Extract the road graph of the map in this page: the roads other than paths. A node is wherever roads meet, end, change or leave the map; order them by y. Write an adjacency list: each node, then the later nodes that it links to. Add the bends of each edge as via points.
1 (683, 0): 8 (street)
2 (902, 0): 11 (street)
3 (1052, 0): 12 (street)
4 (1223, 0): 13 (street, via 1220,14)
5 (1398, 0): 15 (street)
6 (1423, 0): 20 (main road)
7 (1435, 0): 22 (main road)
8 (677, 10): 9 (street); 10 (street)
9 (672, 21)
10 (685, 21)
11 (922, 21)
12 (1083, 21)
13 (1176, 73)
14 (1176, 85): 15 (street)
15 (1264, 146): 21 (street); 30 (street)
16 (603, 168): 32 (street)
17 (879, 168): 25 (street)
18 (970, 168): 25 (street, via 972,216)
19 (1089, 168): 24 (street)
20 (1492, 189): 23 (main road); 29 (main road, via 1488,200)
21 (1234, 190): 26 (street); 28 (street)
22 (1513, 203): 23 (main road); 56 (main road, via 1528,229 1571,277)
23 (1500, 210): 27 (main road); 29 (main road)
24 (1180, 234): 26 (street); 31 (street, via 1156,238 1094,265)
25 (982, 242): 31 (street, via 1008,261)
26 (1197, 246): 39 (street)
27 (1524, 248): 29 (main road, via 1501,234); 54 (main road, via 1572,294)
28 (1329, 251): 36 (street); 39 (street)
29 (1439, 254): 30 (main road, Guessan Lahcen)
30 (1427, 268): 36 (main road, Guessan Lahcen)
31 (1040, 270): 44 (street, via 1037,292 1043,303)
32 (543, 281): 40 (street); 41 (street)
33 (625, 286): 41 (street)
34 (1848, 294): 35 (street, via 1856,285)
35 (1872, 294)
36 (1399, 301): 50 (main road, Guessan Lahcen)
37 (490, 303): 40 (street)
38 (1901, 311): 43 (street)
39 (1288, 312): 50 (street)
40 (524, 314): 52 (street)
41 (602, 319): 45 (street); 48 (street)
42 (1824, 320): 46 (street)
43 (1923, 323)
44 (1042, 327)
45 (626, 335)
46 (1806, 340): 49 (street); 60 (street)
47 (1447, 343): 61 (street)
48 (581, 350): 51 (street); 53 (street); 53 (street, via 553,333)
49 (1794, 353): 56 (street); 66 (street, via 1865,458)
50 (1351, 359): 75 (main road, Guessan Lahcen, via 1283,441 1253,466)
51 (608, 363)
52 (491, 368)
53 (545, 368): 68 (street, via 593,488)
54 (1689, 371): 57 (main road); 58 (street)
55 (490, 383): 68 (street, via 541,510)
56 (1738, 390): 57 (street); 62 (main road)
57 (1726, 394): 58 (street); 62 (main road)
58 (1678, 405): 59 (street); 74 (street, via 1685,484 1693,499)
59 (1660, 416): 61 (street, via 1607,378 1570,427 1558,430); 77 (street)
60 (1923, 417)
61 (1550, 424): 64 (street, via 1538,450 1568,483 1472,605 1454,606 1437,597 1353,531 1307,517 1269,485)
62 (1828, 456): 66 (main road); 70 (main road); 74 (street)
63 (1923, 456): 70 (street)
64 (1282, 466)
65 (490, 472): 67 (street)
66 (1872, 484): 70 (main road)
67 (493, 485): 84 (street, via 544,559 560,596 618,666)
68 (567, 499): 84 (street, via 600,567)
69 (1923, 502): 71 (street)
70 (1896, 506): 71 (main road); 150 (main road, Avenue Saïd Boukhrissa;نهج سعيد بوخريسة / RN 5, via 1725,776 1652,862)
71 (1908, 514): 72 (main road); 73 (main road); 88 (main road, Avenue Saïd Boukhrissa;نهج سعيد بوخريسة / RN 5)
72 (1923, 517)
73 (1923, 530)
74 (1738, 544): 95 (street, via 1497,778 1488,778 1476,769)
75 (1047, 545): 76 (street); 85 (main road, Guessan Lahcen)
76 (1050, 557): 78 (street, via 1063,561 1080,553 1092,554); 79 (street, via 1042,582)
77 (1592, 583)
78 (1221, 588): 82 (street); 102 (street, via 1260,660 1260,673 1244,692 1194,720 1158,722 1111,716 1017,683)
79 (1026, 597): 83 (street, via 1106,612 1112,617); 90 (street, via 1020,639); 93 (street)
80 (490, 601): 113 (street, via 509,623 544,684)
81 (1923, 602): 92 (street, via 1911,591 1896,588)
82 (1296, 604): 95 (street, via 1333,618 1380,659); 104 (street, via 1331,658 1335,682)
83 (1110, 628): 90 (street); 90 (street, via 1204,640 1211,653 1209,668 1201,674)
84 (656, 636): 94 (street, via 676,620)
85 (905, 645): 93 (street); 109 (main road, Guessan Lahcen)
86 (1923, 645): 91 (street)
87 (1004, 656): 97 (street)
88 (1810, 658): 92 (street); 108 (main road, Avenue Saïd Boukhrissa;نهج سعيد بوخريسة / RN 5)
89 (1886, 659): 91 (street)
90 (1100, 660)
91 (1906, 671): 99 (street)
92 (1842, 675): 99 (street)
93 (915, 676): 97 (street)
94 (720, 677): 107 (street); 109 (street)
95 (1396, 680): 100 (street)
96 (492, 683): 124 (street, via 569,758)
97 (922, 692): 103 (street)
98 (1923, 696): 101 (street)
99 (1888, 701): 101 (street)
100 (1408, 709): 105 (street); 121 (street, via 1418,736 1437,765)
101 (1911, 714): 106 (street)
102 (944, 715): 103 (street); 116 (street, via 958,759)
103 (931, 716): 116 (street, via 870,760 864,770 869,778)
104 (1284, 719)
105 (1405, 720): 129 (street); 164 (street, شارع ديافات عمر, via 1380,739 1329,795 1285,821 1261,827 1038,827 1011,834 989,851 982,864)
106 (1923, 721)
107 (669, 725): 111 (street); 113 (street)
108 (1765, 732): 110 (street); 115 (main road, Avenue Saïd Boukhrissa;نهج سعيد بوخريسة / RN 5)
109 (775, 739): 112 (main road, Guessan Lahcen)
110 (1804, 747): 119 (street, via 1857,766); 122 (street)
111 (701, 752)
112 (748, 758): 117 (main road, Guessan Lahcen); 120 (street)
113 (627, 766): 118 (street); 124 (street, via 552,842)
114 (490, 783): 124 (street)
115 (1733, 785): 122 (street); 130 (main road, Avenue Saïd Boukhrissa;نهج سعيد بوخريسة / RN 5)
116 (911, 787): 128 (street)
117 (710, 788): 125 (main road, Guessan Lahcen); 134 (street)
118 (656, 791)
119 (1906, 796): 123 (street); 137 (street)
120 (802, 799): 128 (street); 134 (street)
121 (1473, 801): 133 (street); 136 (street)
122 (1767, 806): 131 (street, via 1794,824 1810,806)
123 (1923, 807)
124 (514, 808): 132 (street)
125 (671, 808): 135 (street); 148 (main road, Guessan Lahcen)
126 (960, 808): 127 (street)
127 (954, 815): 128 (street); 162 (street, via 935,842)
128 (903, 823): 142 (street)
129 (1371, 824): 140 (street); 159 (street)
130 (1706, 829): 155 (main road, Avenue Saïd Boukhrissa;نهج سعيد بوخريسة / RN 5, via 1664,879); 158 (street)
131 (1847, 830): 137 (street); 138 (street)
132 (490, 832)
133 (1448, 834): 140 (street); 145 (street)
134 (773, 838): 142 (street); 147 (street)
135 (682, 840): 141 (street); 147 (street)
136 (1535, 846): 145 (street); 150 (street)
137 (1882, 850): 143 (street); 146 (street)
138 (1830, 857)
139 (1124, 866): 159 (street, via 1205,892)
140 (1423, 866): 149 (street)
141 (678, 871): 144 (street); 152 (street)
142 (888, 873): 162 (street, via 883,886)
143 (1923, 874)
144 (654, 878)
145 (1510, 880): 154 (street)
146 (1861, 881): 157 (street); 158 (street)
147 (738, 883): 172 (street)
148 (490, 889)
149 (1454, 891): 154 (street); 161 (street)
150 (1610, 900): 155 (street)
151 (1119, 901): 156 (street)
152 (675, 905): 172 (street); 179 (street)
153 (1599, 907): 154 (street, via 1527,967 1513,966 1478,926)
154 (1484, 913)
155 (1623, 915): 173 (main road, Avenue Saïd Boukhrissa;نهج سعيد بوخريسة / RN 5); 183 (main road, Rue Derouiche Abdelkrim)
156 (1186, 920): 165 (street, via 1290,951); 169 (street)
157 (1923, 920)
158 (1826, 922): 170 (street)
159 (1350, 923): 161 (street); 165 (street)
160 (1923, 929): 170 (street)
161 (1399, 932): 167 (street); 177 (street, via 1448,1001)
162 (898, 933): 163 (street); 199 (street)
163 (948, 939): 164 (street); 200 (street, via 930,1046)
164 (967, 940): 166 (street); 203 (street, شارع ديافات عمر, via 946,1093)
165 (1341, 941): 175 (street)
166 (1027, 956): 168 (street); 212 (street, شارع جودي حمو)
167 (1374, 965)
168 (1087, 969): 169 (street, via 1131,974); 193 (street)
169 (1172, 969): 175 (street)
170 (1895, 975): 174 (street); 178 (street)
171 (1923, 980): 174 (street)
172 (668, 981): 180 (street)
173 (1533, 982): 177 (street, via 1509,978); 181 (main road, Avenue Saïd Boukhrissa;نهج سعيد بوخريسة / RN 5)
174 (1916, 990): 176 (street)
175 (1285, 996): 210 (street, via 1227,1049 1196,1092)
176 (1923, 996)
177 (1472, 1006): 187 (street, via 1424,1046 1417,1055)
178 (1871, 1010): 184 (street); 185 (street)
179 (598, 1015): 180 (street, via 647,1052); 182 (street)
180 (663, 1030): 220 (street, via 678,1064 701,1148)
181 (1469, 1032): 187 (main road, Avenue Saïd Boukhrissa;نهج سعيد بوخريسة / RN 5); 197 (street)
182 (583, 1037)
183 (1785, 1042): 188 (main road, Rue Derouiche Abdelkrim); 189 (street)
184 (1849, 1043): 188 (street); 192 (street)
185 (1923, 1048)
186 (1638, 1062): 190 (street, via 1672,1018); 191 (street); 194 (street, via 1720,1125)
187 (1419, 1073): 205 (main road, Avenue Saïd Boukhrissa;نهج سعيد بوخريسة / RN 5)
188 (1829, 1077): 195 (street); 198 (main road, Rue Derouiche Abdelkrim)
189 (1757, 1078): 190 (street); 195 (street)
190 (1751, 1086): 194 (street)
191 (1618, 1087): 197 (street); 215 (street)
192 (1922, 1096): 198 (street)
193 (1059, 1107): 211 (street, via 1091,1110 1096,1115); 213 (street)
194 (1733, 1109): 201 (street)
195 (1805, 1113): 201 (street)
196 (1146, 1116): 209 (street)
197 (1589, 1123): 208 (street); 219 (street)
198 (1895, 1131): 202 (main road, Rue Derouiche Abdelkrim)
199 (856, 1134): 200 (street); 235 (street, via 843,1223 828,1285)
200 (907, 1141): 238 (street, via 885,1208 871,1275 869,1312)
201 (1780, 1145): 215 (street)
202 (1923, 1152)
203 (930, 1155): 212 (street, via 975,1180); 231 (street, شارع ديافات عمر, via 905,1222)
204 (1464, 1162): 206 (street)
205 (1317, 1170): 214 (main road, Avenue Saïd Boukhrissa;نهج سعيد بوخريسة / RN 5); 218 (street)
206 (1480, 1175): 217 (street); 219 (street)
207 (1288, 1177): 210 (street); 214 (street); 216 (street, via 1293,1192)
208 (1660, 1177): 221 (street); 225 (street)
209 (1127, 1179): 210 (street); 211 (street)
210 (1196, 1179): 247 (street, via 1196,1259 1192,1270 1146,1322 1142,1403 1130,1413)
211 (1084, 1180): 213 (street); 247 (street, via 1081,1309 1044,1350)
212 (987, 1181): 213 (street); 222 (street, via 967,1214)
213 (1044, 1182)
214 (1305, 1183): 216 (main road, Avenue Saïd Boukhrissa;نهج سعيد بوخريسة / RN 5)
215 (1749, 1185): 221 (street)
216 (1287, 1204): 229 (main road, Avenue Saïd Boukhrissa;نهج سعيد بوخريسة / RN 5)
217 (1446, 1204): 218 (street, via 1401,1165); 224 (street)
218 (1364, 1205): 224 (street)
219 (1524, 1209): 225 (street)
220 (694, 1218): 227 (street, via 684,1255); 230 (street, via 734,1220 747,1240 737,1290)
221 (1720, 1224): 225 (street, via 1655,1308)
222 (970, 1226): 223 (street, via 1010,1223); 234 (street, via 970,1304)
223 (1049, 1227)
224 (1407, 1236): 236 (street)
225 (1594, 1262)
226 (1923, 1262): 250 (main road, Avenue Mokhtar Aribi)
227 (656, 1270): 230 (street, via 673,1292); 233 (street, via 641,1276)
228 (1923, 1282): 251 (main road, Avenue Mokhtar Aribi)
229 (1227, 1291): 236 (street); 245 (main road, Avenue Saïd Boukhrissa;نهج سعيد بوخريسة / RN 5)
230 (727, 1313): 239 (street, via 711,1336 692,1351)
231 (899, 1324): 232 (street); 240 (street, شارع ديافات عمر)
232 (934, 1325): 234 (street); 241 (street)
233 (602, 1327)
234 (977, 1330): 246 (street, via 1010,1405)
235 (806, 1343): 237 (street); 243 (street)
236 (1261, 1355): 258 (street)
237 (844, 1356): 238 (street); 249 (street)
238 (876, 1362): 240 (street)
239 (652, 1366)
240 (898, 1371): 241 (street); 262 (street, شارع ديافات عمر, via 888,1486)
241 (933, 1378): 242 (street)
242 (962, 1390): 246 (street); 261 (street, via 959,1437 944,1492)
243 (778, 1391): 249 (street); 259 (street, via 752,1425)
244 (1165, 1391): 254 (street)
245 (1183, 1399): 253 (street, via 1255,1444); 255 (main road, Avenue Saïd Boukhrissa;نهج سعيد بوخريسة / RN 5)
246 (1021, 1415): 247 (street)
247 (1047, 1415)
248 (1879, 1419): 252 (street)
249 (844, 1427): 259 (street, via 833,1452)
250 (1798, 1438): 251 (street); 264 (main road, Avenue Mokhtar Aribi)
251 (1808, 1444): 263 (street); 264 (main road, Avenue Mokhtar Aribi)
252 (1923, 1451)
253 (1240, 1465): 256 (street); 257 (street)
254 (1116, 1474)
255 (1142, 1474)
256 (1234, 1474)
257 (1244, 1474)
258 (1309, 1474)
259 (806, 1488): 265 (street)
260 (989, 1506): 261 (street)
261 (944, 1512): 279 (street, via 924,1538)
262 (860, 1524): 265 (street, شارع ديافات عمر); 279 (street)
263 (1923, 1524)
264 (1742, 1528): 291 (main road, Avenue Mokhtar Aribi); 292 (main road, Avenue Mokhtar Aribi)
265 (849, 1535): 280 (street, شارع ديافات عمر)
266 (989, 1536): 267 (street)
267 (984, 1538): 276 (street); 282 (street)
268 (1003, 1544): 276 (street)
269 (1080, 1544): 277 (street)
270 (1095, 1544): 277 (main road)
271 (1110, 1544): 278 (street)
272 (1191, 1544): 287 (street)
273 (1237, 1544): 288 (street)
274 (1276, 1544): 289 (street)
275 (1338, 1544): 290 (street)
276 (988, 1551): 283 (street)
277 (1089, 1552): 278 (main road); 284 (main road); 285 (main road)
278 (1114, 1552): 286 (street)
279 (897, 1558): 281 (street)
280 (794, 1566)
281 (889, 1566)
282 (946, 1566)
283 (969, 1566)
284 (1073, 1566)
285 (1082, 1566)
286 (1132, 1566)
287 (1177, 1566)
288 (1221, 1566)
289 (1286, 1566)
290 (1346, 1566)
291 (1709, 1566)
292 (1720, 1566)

#### WHAT TO WORK ON
Return a copy of each line in the entries that carries the string "Abdelkrim".

#### PROBLEM SOLUTION
155 (1623, 915): 173 (main road, Avenue Saïd Boukhrissa;نهج سعيد بوخريسة / RN 5); 183 (main road, Rue Derouiche Abdelkrim)
183 (1785, 1042): 188 (main road, Rue Derouiche Abdelkrim); 189 (street)
188 (1829, 1077): 195 (street); 198 (main road, Rue Derouiche Abdelkrim)
198 (1895, 1131): 202 (main road, Rue Derouiche Abdelkrim)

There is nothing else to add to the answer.